Biological Implications

  • 1.Identifies Functional cis-Regulatory Modules : Reveal spatially organized epigenetic control units where clustered cytosines jointly regulate gene expression, explaining how distal promoter elements coordinate transcriptional responses.
  • 2.Uncovers Position-Dependent Regulatory Logic: This demonstrates that the functional impact of cytosine depends on the genomic context (e.g., cytosines near transcription start sites vs. distal regions).
  • 3.Guides Precision Epigenome Editing : Prioritize high-impact genomic intervals (rather than single sites) for CRISPR/dCas9 targeting, improving efficiency in epigenetic crop engineering.

Functional Enrichment Analysis

Functional enrichment analysis in CritiCal-C helps elucidate the biological significance of genes containing critical cytosine. By examining the functional annotations associated with these genes, researchers can identify enriched biological processes, molecular functions, and cellular components.

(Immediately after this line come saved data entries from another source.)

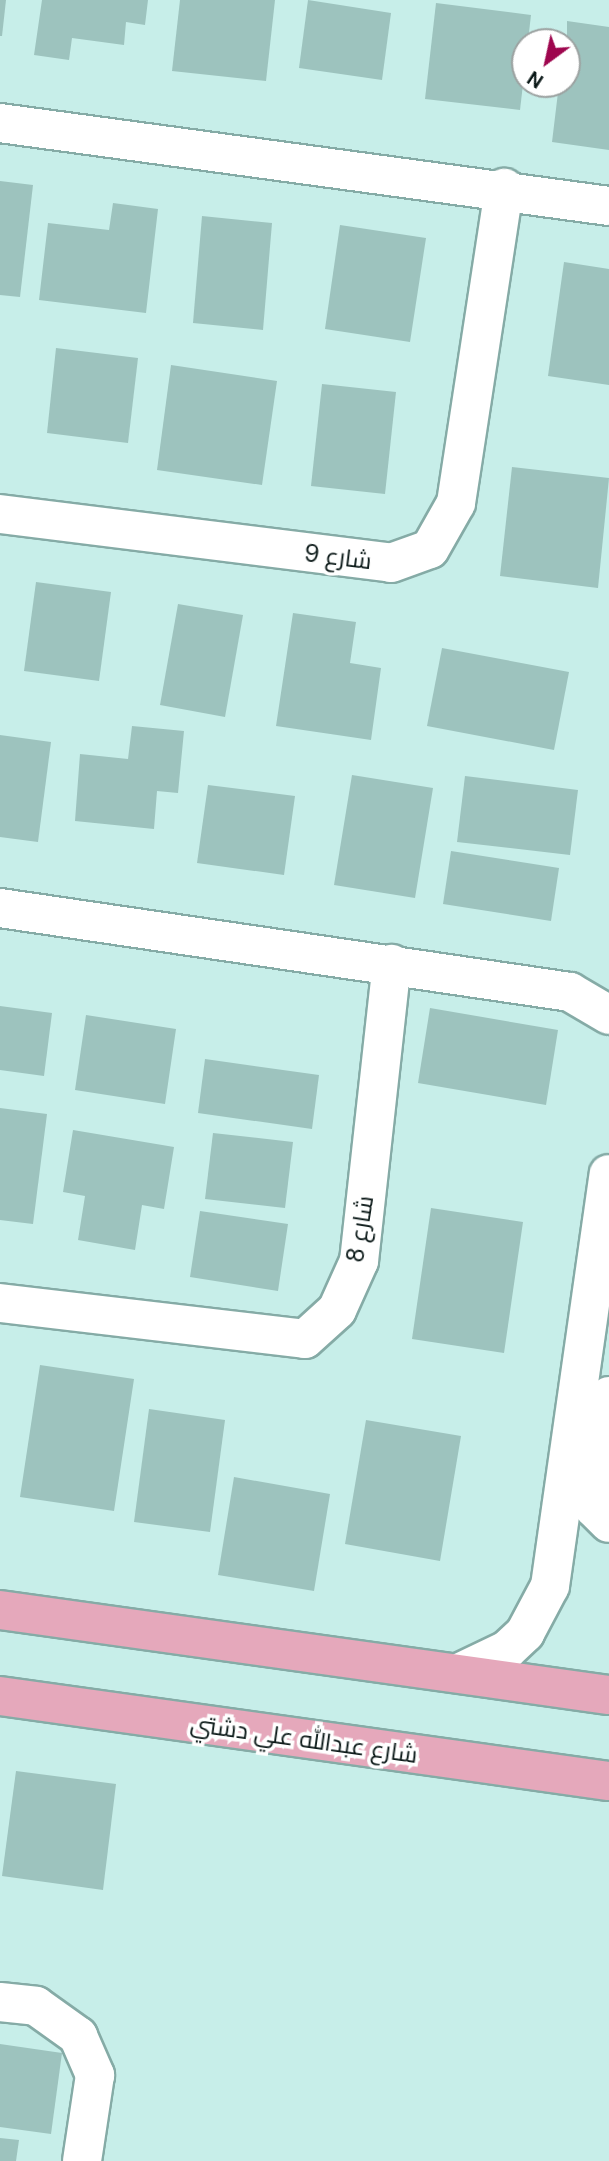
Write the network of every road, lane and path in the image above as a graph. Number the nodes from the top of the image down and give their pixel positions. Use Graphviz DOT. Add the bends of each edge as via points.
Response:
graph roads {
  1 [pos="0,123"];
  2 [pos="504,188"];
  3 [pos="609,206"];
  4 [pos="0,514"];
  5 [pos="0,908"];
  6 [pos="392,964"];
  7 [pos="609,980"];
  8 [pos="570,992"];
  9 [pos="609,1015"];
  10 [pos="609,1174"];
  11 [pos="0,1303"];
  12 [pos="609,1396"];
  13 [pos="609,1523"];
  14 [pos="0,1610"];
  15 [pos="150,1630"];
  16 [pos="0,1637"];
  17 [pos="461,1672"];
  18 [pos="609,1695"];
  19 [pos="0,1696"];
  20 [pos="609,1782"];
  21 [pos="0,2002"];
  22 [pos="82,2161"];
  1 -- 2 [label="street"];
  2 -- 3 [label="street"];
  2 -- 4 [label="street, شارع 9" via="456,503 430,549 390,563"];
  5 -- 6 [label="street"];
  6 -- 8 [label="street"];
  6 -- 11 [label="street, شارع 8" via="359,1261 337,1310 305,1339"];
  7 -- 8 [label="street"];
  8 -- 9 [label="street"];
  10 -- 17 [label="street" via="550,1586 525,1633 507,1650"];
  12 -- 13 [label="street" via="594,1495 594,1508"];
  14 -- 15 [label="main road"];
  15 -- 16 [label="main road"];
  15 -- 17 [label="main road"];
  17 -- 18 [label="main road"];
  19 -- 20 [label="main road, شارع عبدالله علي دشتي"];
  21 -- 22 [label="street" via="36,2006 78,2036 95,2075"];
}
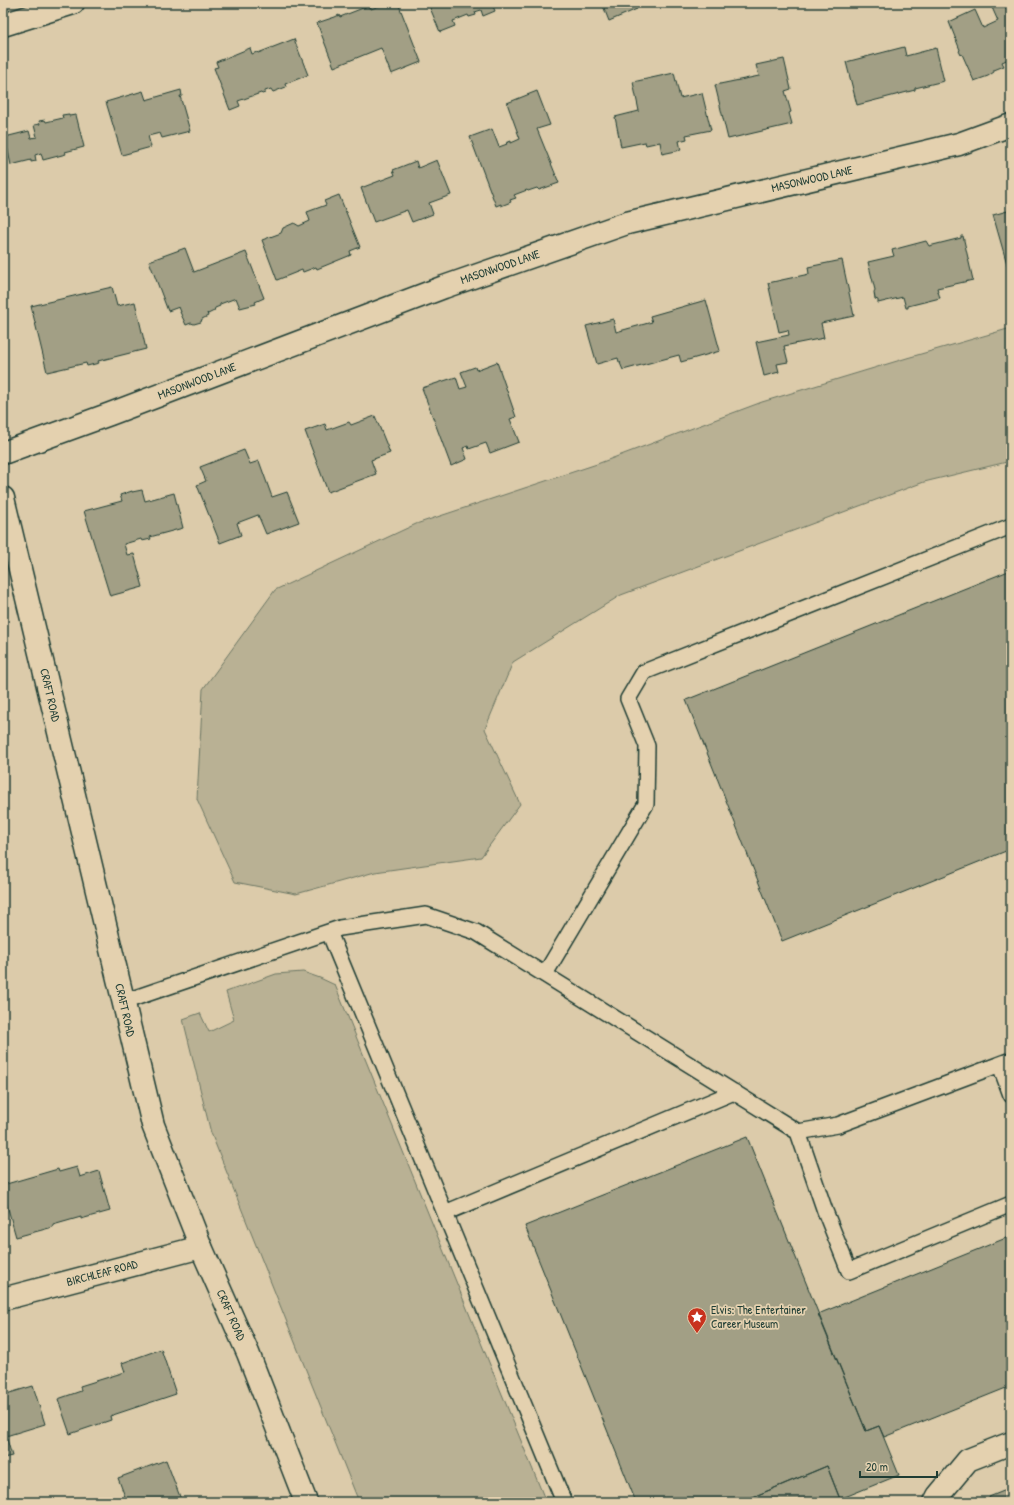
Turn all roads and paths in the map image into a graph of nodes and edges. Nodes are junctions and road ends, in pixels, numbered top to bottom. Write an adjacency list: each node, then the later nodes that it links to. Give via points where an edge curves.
1 (73, 3): 2 (street)
2 (3, 25)
3 (1011, 125): 4 (street, MASONWOOD LANE, via 959,144 627,224 444,287)
4 (3, 453)
5 (3, 498): 9 (street, CRAFT ROAD)
6 (1011, 526): 8 (lane, via 644,672 628,699 647,746 646,804)
7 (329, 932): 8 (lane, via 340,928 426,915 476,932); 9 (lane); 15 (lane)
8 (544, 974): 11 (lane)
9 (123, 1002): 16 (street, CRAFT ROAD, via 153,1125)
10 (1005, 1062): 12 (lane); 13 (lane, via 838,1125)
11 (734, 1092): 13 (lane); 15 (lane)
12 (1011, 1095)
13 (798, 1132): 14 (lane, via 849,1271)
14 (1011, 1204)
15 (445, 1213): 20 (lane)
16 (201, 1248): 17 (street, BIRCHLEAF ROAD); 19 (street, CRAFT ROAD, via 248,1353)
17 (3, 1299)
18 (1011, 1443): 21 (street, via 968,1460)
19 (306, 1502)
20 (564, 1502)
21 (935, 1502)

Gene Ontology (GO) Enrichment

Biological Process
Molecular Function
Cellular Component
GO Term Description
GO:0006629 Lipid Metabolic Process
GO:0006631 Fatty Acid Metabolic Process
GO Term Description
GO:0003674 Molecular_Function
GO:0003824 Catalytic Activity
GO:0005515 Protein Binding
GO Term Description
GO:0005575 Cellular_Component
GO:0005622 Intracellular Anatomical Structure

KEGG Pathway Analysis

KEGG (Kyoto Encyclopedia of Genes and Genomes) pathway analysis provides insights into the metabolic and signaling pathways associated with the identified genes. This helps researchers understand how critical cytosine might influence specific biological pathways, offering a systems-level perspective on gene function.

Pathway ID Pathway Name
ath00062 Fatty acid elongation - Arabidopsis thaliana (thale cress)

Users can explore these pathways in detail by clicking on the pathway ID, which will redirect to the KEGG database for visualization of the complete pathway with highlighted genes containing critical cytosine.